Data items
<<<<
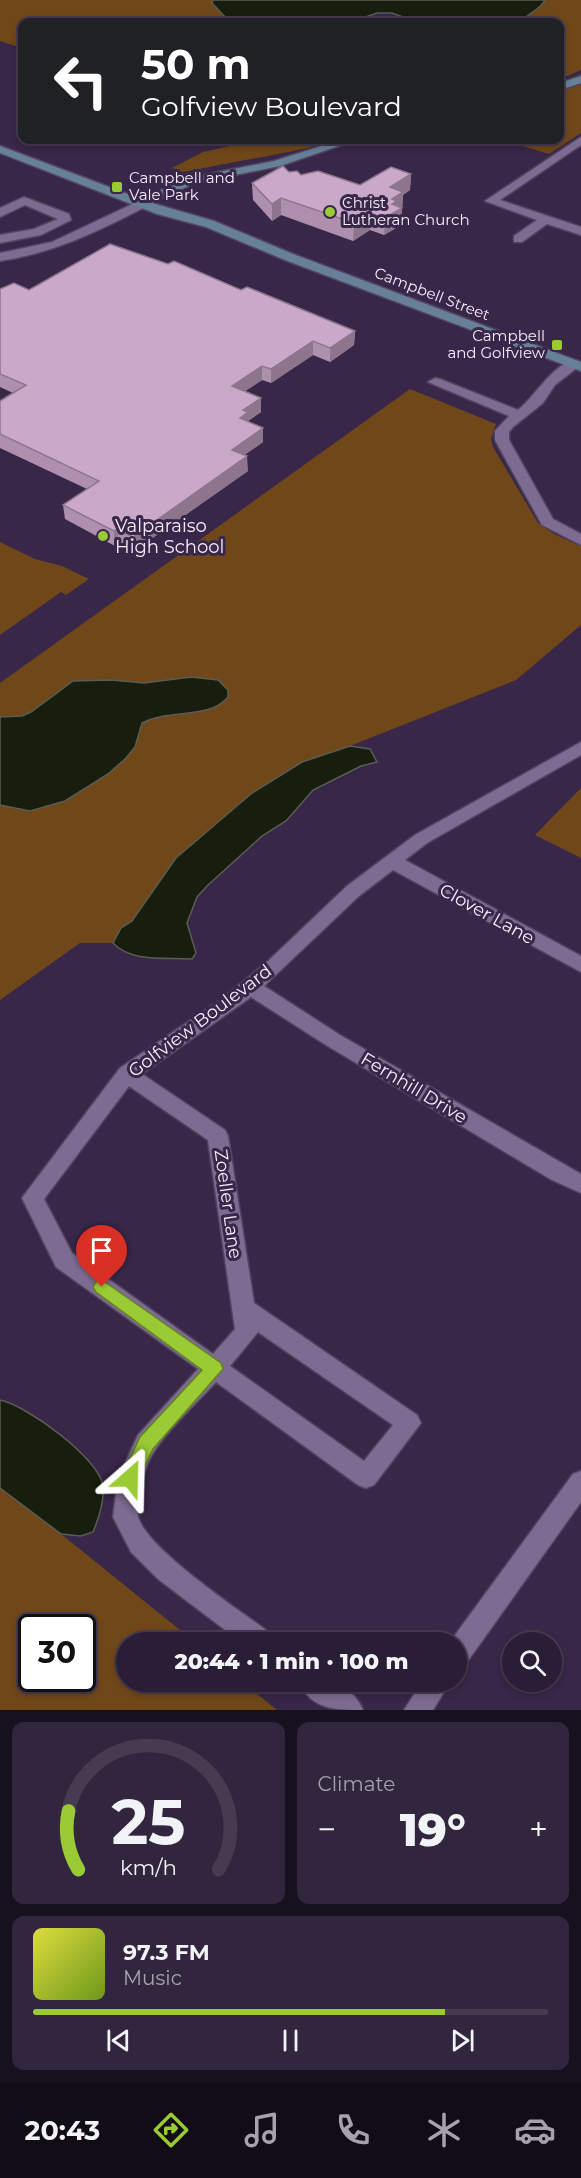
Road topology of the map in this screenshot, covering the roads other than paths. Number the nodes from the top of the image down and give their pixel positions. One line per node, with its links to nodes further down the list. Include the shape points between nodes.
1 (581, 79): 2 (main road)
2 (564, 85)
3 (581, 140): 8 (street, via 491,201)
4 (338, 144): 6 (main road, via 276,164 192,180)
5 (0, 149): 6 (main road, Campbell Street)
6 (142, 203): 12 (street, via 62,244); 13 (main road, Campbell Street, via 205,232 272,251)
7 (0, 213): 10 (street, via 24,201 65,217 37,232)
8 (546, 219): 9 (street); 11 (street)
9 (581, 231)
10 (0, 239)
11 (518, 239)
12 (0, 257)
13 (578, 368): 15 (street, via 562,387)
14 (435, 382): 15 (street)
15 (519, 415): 16 (street, via 502,431 502,440 547,522)
16 (581, 540)
17 (581, 748): 18 (street, Golfview Boulevard, via 431,833)
18 (394, 862): 19 (street, Clover Lane); 20 (street, Golfview Boulevard, via 353,891)
19 (581, 966)
20 (250, 987): 21 (street, Golfview Boulevard); 22 (street, Fernhill Drive)
21 (127, 1074): 23 (street, Zoeller Lane, via 218,1136); 24 (street, Golfview Boulevard, via 33,1198 64,1260)
22 (581, 1184)
23 (244, 1309): 24 (street, Zoeller Lane, via 247,1332); 24 (street, Golfview Boulevard, via 409,1423 366,1477)
24 (215, 1369): 26 (street, Zoeller Lane, via 146,1443 130,1478 125,1517 140,1544 167,1570)
25 (581, 1482): 27 (street)
26 (248, 1632)
27 (467, 1641)
28 (326, 1692): 30 (street)
29 (430, 1692): 31 (street)
30 (350, 1710)
31 (417, 1710)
>>>>
■ **PROBLEM DESCRIPTION**
Reproduce each entry above word for word. Pictures are not part of the copy.

■ **SOLUTION TO THIS PROBLEM**
Road topology of the map in this screenshot, covering the roads other than paths. Number the nodes from the top of the image down and give their pixel positions. One line per node, with its links to nodes further down the list. Include the shape points between nodes.
1 (581, 79): 2 (main road)
2 (564, 85)
3 (581, 140): 8 (street, via 491,201)
4 (338, 144): 6 (main road, via 276,164 192,180)
5 (0, 149): 6 (main road, Campbell Street)
6 (142, 203): 12 (street, via 62,244); 13 (main road, Campbell Street, via 205,232 272,251)
7 (0, 213): 10 (street, via 24,201 65,217 37,232)
8 (546, 219): 9 (street); 11 (street)
9 (581, 231)
10 (0, 239)
11 (518, 239)
12 (0, 257)
13 (578, 368): 15 (street, via 562,387)
14 (435, 382): 15 (street)
15 (519, 415): 16 (street, via 502,431 502,440 547,522)
16 (581, 540)
17 (581, 748): 18 (street, Golfview Boulevard, via 431,833)
18 (394, 862): 19 (street, Clover Lane); 20 (street, Golfview Boulevard, via 353,891)
19 (581, 966)
20 (250, 987): 21 (street, Golfview Boulevard); 22 (street, Fernhill Drive)
21 (127, 1074): 23 (street, Zoeller Lane, via 218,1136); 24 (street, Golfview Boulevard, via 33,1198 64,1260)
22 (581, 1184)
23 (244, 1309): 24 (street, Zoeller Lane, via 247,1332); 24 (street, Golfview Boulevard, via 409,1423 366,1477)
24 (215, 1369): 26 (street, Zoeller Lane, via 146,1443 130,1478 125,1517 140,1544 167,1570)
25 (581, 1482): 27 (street)
26 (248, 1632)
27 (467, 1641)
28 (326, 1692): 30 (street)
29 (430, 1692): 31 (street)
30 (350, 1710)
31 (417, 1710)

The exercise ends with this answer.